**What is being asked:** Give back all the records exactly, keeping every line whole.

**Entries provided:**
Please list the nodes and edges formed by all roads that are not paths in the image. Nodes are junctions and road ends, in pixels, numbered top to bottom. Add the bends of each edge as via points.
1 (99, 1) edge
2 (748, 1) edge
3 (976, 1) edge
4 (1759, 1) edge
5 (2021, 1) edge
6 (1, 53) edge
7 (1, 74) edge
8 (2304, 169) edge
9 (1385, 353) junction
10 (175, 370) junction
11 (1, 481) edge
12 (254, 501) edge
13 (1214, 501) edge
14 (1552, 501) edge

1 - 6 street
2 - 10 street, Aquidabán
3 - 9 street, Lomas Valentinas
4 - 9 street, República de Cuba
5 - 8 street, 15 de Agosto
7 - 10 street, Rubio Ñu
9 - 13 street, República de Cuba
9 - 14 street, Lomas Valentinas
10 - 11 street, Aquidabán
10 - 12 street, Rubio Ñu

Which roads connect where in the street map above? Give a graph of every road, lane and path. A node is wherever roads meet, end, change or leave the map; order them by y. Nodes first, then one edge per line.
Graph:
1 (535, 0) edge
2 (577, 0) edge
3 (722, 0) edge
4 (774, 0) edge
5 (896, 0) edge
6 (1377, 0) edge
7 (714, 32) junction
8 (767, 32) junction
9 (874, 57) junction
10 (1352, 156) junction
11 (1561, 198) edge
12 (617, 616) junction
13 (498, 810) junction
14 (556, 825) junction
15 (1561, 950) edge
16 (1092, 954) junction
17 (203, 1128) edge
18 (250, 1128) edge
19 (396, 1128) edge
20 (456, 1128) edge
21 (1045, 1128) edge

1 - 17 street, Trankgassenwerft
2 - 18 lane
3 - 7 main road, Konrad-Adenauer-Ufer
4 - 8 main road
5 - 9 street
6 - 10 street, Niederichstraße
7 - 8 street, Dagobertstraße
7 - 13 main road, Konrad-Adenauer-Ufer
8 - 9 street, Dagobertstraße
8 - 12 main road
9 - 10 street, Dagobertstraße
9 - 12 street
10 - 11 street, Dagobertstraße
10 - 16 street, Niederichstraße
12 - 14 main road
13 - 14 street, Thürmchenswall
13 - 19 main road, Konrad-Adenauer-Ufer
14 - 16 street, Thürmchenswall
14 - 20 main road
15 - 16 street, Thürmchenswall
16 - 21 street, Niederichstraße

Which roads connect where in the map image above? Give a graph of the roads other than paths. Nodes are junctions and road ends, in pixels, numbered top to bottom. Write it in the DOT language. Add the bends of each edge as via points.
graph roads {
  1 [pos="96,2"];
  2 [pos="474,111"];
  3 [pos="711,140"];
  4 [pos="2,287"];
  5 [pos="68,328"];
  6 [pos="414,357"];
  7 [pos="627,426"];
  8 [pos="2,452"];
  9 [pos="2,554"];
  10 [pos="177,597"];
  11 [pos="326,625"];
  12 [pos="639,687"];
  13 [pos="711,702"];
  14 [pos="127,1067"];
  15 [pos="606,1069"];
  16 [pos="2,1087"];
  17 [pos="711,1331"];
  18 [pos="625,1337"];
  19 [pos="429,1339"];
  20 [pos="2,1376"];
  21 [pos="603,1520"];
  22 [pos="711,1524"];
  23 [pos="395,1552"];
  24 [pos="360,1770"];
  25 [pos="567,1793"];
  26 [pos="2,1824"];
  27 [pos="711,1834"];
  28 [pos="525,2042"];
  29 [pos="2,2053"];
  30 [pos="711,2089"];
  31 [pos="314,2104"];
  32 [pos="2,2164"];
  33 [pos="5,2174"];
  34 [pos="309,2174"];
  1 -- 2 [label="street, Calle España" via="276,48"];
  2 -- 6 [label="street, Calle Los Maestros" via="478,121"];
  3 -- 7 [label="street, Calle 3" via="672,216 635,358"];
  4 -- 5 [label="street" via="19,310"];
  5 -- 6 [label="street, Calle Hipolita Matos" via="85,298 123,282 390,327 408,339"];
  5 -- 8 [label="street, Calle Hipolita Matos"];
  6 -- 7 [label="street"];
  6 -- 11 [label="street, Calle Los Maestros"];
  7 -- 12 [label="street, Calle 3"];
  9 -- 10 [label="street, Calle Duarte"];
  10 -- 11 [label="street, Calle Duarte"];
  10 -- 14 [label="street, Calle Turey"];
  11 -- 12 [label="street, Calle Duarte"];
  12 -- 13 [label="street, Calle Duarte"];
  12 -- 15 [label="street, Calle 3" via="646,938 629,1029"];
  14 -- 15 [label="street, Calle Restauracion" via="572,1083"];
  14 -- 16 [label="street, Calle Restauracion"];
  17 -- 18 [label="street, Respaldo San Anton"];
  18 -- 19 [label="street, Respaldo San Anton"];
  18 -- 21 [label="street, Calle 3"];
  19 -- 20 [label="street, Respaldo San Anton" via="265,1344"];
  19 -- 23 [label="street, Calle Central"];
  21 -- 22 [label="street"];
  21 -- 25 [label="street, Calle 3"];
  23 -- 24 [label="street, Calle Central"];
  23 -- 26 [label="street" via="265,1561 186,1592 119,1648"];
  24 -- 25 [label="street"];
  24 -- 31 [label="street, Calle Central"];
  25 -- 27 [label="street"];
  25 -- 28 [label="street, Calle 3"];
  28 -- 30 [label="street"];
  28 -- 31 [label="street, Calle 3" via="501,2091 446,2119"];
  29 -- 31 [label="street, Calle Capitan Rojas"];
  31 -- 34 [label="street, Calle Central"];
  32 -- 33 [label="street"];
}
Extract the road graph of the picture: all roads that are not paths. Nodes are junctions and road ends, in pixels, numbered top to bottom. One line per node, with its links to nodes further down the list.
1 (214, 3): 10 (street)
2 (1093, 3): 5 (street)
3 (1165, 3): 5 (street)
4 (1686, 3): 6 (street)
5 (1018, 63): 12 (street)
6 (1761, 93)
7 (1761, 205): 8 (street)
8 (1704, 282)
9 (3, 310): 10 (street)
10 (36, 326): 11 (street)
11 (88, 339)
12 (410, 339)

**Completed exercise:**
Please list the nodes and edges formed by all roads that are not paths in the image. Nodes are junctions and road ends, in pixels, numbered top to bottom. Add the bends of each edge as via points.
1 (99, 1) edge
2 (748, 1) edge
3 (976, 1) edge
4 (1759, 1) edge
5 (2021, 1) edge
6 (1, 53) edge
7 (1, 74) edge
8 (2304, 169) edge
9 (1385, 353) junction
10 (175, 370) junction
11 (1, 481) edge
12 (254, 501) edge
13 (1214, 501) edge
14 (1552, 501) edge

1 - 6 street
2 - 10 street, Aquidabán
3 - 9 street, Lomas Valentinas
4 - 9 street, República de Cuba
5 - 8 street, 15 de Agosto
7 - 10 street, Rubio Ñu
9 - 13 street, República de Cuba
9 - 14 street, Lomas Valentinas
10 - 11 street, Aquidabán
10 - 12 street, Rubio Ñu

Which roads connect where in the street map above? Give a graph of every road, lane and path. A node is wherever roads meet, end, change or leave the map; order them by y. Nodes first, then one edge per line.
Graph:
1 (535, 0) edge
2 (577, 0) edge
3 (722, 0) edge
4 (774, 0) edge
5 (896, 0) edge
6 (1377, 0) edge
7 (714, 32) junction
8 (767, 32) junction
9 (874, 57) junction
10 (1352, 156) junction
11 (1561, 198) edge
12 (617, 616) junction
13 (498, 810) junction
14 (556, 825) junction
15 (1561, 950) edge
16 (1092, 954) junction
17 (203, 1128) edge
18 (250, 1128) edge
19 (396, 1128) edge
20 (456, 1128) edge
21 (1045, 1128) edge

1 - 17 street, Trankgassenwerft
2 - 18 lane
3 - 7 main road, Konrad-Adenauer-Ufer
4 - 8 main road
5 - 9 street
6 - 10 street, Niederichstraße
7 - 8 street, Dagobertstraße
7 - 13 main road, Konrad-Adenauer-Ufer
8 - 9 street, Dagobertstraße
8 - 12 main road
9 - 10 street, Dagobertstraße
9 - 12 street
10 - 11 street, Dagobertstraße
10 - 16 street, Niederichstraße
12 - 14 main road
13 - 14 street, Thürmchenswall
13 - 19 main road, Konrad-Adenauer-Ufer
14 - 16 street, Thürmchenswall
14 - 20 main road
15 - 16 street, Thürmchenswall
16 - 21 street, Niederichstraße

Which roads connect where in the map image above? Give a graph of the roads other than paths. Nodes are junctions and road ends, in pixels, numbered top to bottom. Write it in the DOT language. Add the bends of each edge as via points.
graph roads {
  1 [pos="96,2"];
  2 [pos="474,111"];
  3 [pos="711,140"];
  4 [pos="2,287"];
  5 [pos="68,328"];
  6 [pos="414,357"];
  7 [pos="627,426"];
  8 [pos="2,452"];
  9 [pos="2,554"];
  10 [pos="177,597"];
  11 [pos="326,625"];
  12 [pos="639,687"];
  13 [pos="711,702"];
  14 [pos="127,1067"];
  15 [pos="606,1069"];
  16 [pos="2,1087"];
  17 [pos="711,1331"];
  18 [pos="625,1337"];
  19 [pos="429,1339"];
  20 [pos="2,1376"];
  21 [pos="603,1520"];
  22 [pos="711,1524"];
  23 [pos="395,1552"];
  24 [pos="360,1770"];
  25 [pos="567,1793"];
  26 [pos="2,1824"];
  27 [pos="711,1834"];
  28 [pos="525,2042"];
  29 [pos="2,2053"];
  30 [pos="711,2089"];
  31 [pos="314,2104"];
  32 [pos="2,2164"];
  33 [pos="5,2174"];
  34 [pos="309,2174"];
  1 -- 2 [label="street, Calle España" via="276,48"];
  2 -- 6 [label="street, Calle Los Maestros" via="478,121"];
  3 -- 7 [label="street, Calle 3" via="672,216 635,358"];
  4 -- 5 [label="street" via="19,310"];
  5 -- 6 [label="street, Calle Hipolita Matos" via="85,298 123,282 390,327 408,339"];
  5 -- 8 [label="street, Calle Hipolita Matos"];
  6 -- 7 [label="street"];
  6 -- 11 [label="street, Calle Los Maestros"];
  7 -- 12 [label="street, Calle 3"];
  9 -- 10 [label="street, Calle Duarte"];
  10 -- 11 [label="street, Calle Duarte"];
  10 -- 14 [label="street, Calle Turey"];
  11 -- 12 [label="street, Calle Duarte"];
  12 -- 13 [label="street, Calle Duarte"];
  12 -- 15 [label="street, Calle 3" via="646,938 629,1029"];
  14 -- 15 [label="street, Calle Restauracion" via="572,1083"];
  14 -- 16 [label="street, Calle Restauracion"];
  17 -- 18 [label="street, Respaldo San Anton"];
  18 -- 19 [label="street, Respaldo San Anton"];
  18 -- 21 [label="street, Calle 3"];
  19 -- 20 [label="street, Respaldo San Anton" via="265,1344"];
  19 -- 23 [label="street, Calle Central"];
  21 -- 22 [label="street"];
  21 -- 25 [label="street, Calle 3"];
  23 -- 24 [label="street, Calle Central"];
  23 -- 26 [label="street" via="265,1561 186,1592 119,1648"];
  24 -- 25 [label="street"];
  24 -- 31 [label="street, Calle Central"];
  25 -- 27 [label="street"];
  25 -- 28 [label="street, Calle 3"];
  28 -- 30 [label="street"];
  28 -- 31 [label="street, Calle 3" via="501,2091 446,2119"];
  29 -- 31 [label="street, Calle Capitan Rojas"];
  31 -- 34 [label="street, Calle Central"];
  32 -- 33 [label="street"];
}
Extract the road graph of the picture: all roads that are not paths. Nodes are junctions and road ends, in pixels, numbered top to bottom. One line per node, with its links to nodes further down the list.
1 (214, 3): 10 (street)
2 (1093, 3): 5 (street)
3 (1165, 3): 5 (street)
4 (1686, 3): 6 (street)
5 (1018, 63): 12 (street)
6 (1761, 93)
7 (1761, 205): 8 (street)
8 (1704, 282)
9 (3, 310): 10 (street)
10 (36, 326): 11 (street)
11 (88, 339)
12 (410, 339)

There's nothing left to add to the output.